And so the battle between German companies and the unyielding employment protection (Wiki) legislation goes on. This is the neverending story of the search for new ways to fire employees with a reason. Remember, low profits and a bad outlook for business are no legitimate reasons to fire someone in Germany. After all, the employer bears a “social responsiblity” for his employees. Considering these German peculiarities it’s not suprising that the German economy is weak. On the contrary, it’s astonishing that there ever existed something that could be called a Wirtschaftswunder.
Meanwhile, the German government rescues 1.4 million jobs with the help of a concept called “Kurzarbeit” (see explanation). It costs the government €5 billion a year (0.2% of GDP). Considering German labor law, it’s fair to assume that those 1.4 million jobs would have been lost forever, if it weren’t for “Kurzarbeit”.

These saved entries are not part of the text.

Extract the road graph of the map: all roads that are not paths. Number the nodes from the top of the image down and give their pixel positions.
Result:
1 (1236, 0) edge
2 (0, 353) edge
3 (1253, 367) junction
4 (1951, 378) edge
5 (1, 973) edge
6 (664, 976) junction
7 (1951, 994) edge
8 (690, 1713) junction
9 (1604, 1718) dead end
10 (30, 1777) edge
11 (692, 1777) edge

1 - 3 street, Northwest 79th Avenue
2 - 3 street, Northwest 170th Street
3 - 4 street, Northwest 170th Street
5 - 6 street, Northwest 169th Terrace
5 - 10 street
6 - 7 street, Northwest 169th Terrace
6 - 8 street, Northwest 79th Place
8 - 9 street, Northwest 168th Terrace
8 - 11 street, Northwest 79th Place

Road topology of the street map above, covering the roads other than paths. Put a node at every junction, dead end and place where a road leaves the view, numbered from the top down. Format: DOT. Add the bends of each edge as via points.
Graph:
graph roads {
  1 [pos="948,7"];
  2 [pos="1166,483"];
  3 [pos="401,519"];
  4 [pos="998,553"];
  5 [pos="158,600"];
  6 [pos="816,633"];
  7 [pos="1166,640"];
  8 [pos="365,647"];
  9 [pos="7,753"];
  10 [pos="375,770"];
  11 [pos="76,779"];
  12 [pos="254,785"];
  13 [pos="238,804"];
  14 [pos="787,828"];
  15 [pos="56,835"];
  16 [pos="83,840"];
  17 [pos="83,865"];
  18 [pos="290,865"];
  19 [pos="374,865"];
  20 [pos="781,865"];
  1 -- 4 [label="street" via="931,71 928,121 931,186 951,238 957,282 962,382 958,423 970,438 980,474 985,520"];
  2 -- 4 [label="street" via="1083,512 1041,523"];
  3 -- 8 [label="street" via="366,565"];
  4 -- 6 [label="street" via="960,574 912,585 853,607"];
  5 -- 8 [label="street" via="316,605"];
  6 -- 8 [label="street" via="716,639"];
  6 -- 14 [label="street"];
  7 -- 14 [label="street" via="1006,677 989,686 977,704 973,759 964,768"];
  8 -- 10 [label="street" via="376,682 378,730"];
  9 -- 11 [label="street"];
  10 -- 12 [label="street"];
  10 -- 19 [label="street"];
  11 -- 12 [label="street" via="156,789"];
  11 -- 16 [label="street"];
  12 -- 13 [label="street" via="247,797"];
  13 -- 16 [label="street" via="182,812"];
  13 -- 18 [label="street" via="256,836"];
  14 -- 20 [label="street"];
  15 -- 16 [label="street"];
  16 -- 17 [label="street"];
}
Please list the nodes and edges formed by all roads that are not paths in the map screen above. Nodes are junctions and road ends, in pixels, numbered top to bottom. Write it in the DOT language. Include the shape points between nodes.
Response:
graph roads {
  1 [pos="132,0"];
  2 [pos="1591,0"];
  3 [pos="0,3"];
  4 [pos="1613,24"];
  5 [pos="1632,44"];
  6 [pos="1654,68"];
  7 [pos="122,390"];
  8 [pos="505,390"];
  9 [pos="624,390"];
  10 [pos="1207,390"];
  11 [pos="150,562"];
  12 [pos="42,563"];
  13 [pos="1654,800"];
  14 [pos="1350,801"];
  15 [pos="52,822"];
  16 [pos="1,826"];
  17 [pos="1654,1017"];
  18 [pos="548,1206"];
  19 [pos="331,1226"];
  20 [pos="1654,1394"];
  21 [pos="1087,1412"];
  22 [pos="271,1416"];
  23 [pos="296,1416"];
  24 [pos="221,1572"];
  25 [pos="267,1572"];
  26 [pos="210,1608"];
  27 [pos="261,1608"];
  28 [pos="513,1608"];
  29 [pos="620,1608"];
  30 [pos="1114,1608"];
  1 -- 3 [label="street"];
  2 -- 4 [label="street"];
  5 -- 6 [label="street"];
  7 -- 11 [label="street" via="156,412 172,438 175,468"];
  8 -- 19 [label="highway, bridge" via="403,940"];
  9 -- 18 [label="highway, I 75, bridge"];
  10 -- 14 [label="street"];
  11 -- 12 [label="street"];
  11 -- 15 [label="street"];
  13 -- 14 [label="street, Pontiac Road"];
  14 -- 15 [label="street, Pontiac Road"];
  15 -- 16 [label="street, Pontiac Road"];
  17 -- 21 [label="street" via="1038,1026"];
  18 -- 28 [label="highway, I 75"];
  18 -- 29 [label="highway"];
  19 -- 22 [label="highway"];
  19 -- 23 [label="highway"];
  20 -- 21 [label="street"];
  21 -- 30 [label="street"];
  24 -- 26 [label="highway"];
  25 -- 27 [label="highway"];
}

However, the dirty part of this success story is that only large companies (mostly in the manufacturing industry) are eligible for the program. This seriously distorts profits and the allocation of labor in the economy, heavily favoring already large industries, which are doing most of their business outside Germany. In the meantime, small businesses, especially in the service sector, get no help at all and have to find their own way through the economic downturn.
Do the politicians recognize the problems? No. They talk about spending more money. They want to increase investments into education from currently 5% to 10% of GDP. This increase would have to be financed completely by the tax payers, because Germany doesn’t know even how to spell ‘private funding’. If you scroll down this report, you’ll see that private funding accounts for only 15% of all education expenditures.
To sum up the economic successes of Germany during the last decades, here are some numbers (here’s the source, in German): Consumption (adjusted for inflation) is at the level of 2001. Total domestic demand (investments plus consumption) is a dismal 2.6% higher than in the year 2000. Net fixed capital formation is at 3.9% of GDP, down from 10% in the 1990s, 15% in the 1970s. Real wages are the same as in 1991.
Here’s how Germany compares to other countries in terms of GDP:
Consider the advantages that Germany has had since 1990. They got a 17 million expansion of the workforce, they gained access to Eastern European markets, they kept export prices low by hiding behind a relatively weak Euro. In won’t take long until Germany faces strong manufacturing competition from the BRIC. That will destroy the last solid pillar of the German economy. Anyway, the Wirtschaftswunder is already gone, long ago. Now they are fighting for pure survival.